→ **Your objective**
The reply should contain all of the data below, word for word.

Top of Supplied material

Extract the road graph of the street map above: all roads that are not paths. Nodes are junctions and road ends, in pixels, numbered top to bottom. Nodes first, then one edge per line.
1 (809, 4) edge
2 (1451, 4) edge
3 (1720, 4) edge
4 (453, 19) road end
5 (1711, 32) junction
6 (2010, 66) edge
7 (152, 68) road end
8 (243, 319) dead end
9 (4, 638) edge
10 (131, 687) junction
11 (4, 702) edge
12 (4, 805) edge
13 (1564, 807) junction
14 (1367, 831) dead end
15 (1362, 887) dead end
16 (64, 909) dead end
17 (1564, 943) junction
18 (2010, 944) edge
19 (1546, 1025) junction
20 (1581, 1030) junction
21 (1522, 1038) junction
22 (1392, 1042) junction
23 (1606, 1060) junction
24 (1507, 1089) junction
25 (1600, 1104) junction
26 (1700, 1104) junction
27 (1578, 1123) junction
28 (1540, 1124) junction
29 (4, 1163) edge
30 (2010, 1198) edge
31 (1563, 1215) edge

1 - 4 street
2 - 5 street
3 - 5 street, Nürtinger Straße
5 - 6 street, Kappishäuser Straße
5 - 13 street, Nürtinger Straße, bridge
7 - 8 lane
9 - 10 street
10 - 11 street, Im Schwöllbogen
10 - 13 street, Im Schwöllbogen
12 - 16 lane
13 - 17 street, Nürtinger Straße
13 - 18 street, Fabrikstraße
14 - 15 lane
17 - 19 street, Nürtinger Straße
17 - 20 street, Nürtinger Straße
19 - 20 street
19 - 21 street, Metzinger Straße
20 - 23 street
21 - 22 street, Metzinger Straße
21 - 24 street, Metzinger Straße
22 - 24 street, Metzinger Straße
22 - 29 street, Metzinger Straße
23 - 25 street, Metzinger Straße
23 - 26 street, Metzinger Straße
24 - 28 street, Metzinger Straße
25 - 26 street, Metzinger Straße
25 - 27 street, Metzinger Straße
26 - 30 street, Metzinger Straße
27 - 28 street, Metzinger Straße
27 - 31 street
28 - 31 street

Bottom of Supplied material

→ **Solution below**
Extract the road graph of the street map above: all roads that are not paths. Nodes are junctions and road ends, in pixels, numbered top to bottom. Nodes first, then one edge per line.
1 (809, 4) edge
2 (1451, 4) edge
3 (1720, 4) edge
4 (453, 19) road end
5 (1711, 32) junction
6 (2010, 66) edge
7 (152, 68) road end
8 (243, 319) dead end
9 (4, 638) edge
10 (131, 687) junction
11 (4, 702) edge
12 (4, 805) edge
13 (1564, 807) junction
14 (1367, 831) dead end
15 (1362, 887) dead end
16 (64, 909) dead end
17 (1564, 943) junction
18 (2010, 944) edge
19 (1546, 1025) junction
20 (1581, 1030) junction
21 (1522, 1038) junction
22 (1392, 1042) junction
23 (1606, 1060) junction
24 (1507, 1089) junction
25 (1600, 1104) junction
26 (1700, 1104) junction
27 (1578, 1123) junction
28 (1540, 1124) junction
29 (4, 1163) edge
30 (2010, 1198) edge
31 (1563, 1215) edge

1 - 4 street
2 - 5 street
3 - 5 street, Nürtinger Straße
5 - 6 street, Kappishäuser Straße
5 - 13 street, Nürtinger Straße, bridge
7 - 8 lane
9 - 10 street
10 - 11 street, Im Schwöllbogen
10 - 13 street, Im Schwöllbogen
12 - 16 lane
13 - 17 street, Nürtinger Straße
13 - 18 street, Fabrikstraße
14 - 15 lane
17 - 19 street, Nürtinger Straße
17 - 20 street, Nürtinger Straße
19 - 20 street
19 - 21 street, Metzinger Straße
20 - 23 street
21 - 22 street, Metzinger Straße
21 - 24 street, Metzinger Straße
22 - 24 street, Metzinger Straße
22 - 29 street, Metzinger Straße
23 - 25 street, Metzinger Straße
23 - 26 street, Metzinger Straße
24 - 28 street, Metzinger Straße
25 - 26 street, Metzinger Straße
25 - 27 street, Metzinger Straße
26 - 30 street, Metzinger Straße
27 - 28 street, Metzinger Straße
27 - 31 street
28 - 31 street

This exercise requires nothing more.